スペシャル企画

店内装飾のアートを会社の資産に!アーティスト応援型節税「バンクオブアート」の取り組みとは?@繁盛店ネタ箱

飲食店経営に役立つサービスや事例を“ネタ”として紹介する「繁盛店ネタ箱」。今回は中小企業を対象に、美術品の取得価額を即時償却できる制度を活用し税金負担を軽減させるバンクオブアートの取り組みについてご紹介します。

飲食店の内外装はクリエイティブな創作物でありながら閉店後は取り壊し、価値を持ちません。今回お話を聞いたバンクオブアートは、「減価償却×画家支援」をコンセプトに、日本文化の継承と画家の創作活動を両立させる注目のサービスです。一作品30万円未満の将来性のある画家の作品を最大70%のリセール価格で提供する仕組みにより、社内や店内の装飾を会社の資産にでき、かつ「応援」+「投資」の価値を創出します。有望な画家の発掘にも力を入れており、日本の芸術を国内外へ広げる架け橋としての役割を果たしています。同社、CEOの岡田 美波さん、共同創業者の水野 永吉さんにお話を伺いました。(聞き手:大山 正)
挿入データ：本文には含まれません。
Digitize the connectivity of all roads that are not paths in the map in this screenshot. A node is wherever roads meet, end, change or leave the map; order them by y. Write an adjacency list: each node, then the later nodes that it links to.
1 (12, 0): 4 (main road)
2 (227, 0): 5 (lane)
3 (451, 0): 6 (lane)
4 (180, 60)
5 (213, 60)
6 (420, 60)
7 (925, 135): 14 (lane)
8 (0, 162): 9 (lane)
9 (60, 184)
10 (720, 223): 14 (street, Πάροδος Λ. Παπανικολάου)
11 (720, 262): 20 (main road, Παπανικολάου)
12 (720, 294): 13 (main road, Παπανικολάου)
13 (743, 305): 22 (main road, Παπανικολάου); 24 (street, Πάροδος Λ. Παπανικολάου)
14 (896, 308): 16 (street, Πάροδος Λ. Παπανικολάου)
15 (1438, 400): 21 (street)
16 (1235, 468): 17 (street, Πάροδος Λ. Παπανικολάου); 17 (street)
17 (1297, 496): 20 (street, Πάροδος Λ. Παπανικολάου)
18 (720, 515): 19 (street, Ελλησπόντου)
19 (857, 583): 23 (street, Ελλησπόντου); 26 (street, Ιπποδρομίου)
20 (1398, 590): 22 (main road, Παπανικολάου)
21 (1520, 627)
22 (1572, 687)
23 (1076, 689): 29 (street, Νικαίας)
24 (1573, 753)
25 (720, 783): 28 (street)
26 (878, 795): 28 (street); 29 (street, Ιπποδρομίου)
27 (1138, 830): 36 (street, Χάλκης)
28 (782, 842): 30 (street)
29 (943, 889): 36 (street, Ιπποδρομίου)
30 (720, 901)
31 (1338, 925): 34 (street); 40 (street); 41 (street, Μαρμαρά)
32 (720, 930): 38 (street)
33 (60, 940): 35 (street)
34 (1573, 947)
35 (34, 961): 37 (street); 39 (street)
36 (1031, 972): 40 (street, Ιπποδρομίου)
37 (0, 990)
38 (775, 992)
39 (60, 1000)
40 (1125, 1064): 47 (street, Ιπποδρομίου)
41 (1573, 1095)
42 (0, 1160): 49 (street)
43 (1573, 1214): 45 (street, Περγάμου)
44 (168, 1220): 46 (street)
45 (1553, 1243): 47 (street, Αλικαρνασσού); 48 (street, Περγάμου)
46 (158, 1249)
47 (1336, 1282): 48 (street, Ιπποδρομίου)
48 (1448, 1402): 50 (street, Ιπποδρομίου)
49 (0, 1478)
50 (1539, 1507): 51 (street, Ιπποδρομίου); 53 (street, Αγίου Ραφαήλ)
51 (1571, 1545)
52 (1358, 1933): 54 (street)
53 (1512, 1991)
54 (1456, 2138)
お話を伺った株式会社バンク・オブ・アートを運営するCEOの岡田美波さん(左)と共同創業者の水野 永吉さん(右)

 

大山:まずはお二人の自己紹介をお願いします。

岡田さん:バンク・オブ・アート代表の岡田 美波です。このバンク・オブ・アートを創業したのは大学4年生の時に、水野 永吉と一緒に創業しました。当時、私は成蹊大学に通っていて、会計事務所でアルバイトをしながら「起業したい!会社を創りたい!」と想い、300人の社長にインタビューしに行きました。
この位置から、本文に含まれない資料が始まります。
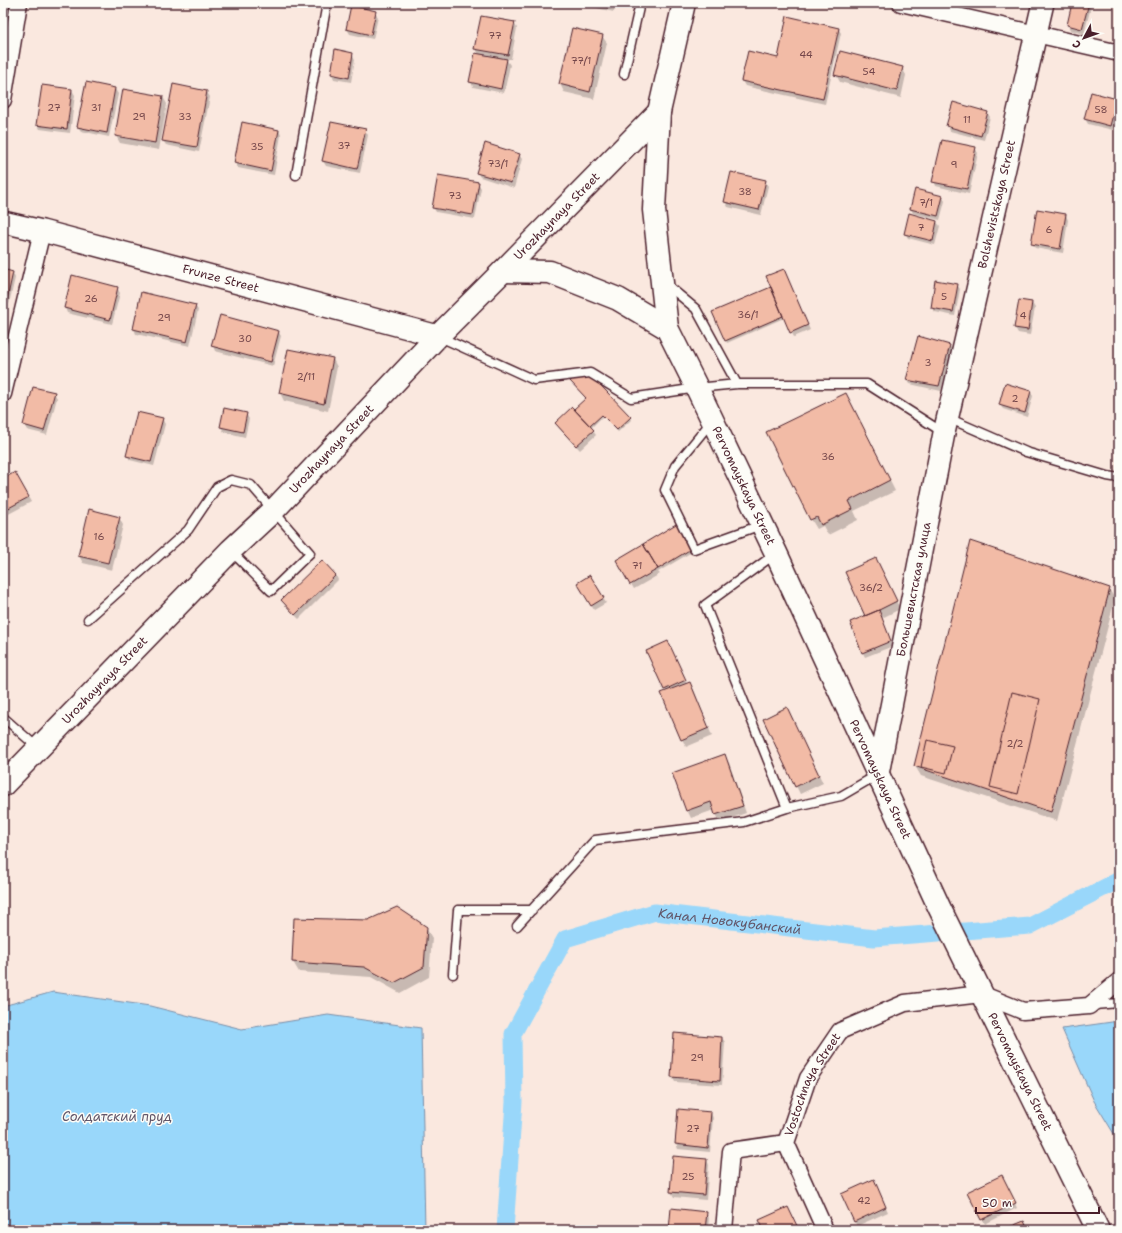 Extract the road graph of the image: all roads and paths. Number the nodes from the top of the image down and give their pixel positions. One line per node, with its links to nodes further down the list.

そこでビジネスモデルと、何を成し遂げたいのかっていう夢を探しに行った時に、220番目に水野永吉と出会い「一緒にアートを広めていこう!」と。それも法人に特化することにより爆発的に広めていけるんじゃないか、と。

私の妹は、多摩美術大学にトップ合格したすごく優秀な美大生だったんですけど、そこには夢がない美大生が多かったので、彼ら美大生たちに夢を与えるためには、やはり日本でアートコレクターが増えて画家が食べていける、かっこいい職業だよねっていうのを当たり前にしたいなと思い、バンク・オブ・アートを創業するという理念に繋がりました。

 

大山:素晴らしいですね。どのように300人の社長インタビューを達成させたのですか?

岡田さん:会計事務所のお客さんたちは皆さん経営者なので、わらしべ長者のように「紹介してください」とお願いをして。「私は今、夢を見つけたいんです」って言って。オフィスにお伺いして、5つの質問を持って、経歴、ビジネスモデル、夢、あとはなぜ社長になろうとしたのか、社長とは何かっていう項目を持って行きました。その5つの質問の答えを書き溜め手ていって、その後お礼の手紙、ハガキを皆さんに出してました。

 

大山:それではその220番目、水野さんの自己紹介をお願いします。

水野さん:バンク・オブ・アート共同代表の水野 永吉と申します。私は実家が広島県で仏壇とか掛け軸などの、いわゆる伝統骨董品、伝統工芸品を扱う事業を,おじいちゃんの代から70年ほどやっている、そういう家系に生まれました。そこで日本の工芸品とか、そういうものと触れる機会が多かったです。私が子供の頃は、すごく盛り上がってた事業だったんですけれども、だんだんと年々職人が一人減り、二人減り、作れる人も減ってきて、仏壇を祀って先祖を供養するという日本古来の文化も、世代の移り変わりと共になくなっていく、そういう時代の流れを子供ながらに見て育ったんですよ。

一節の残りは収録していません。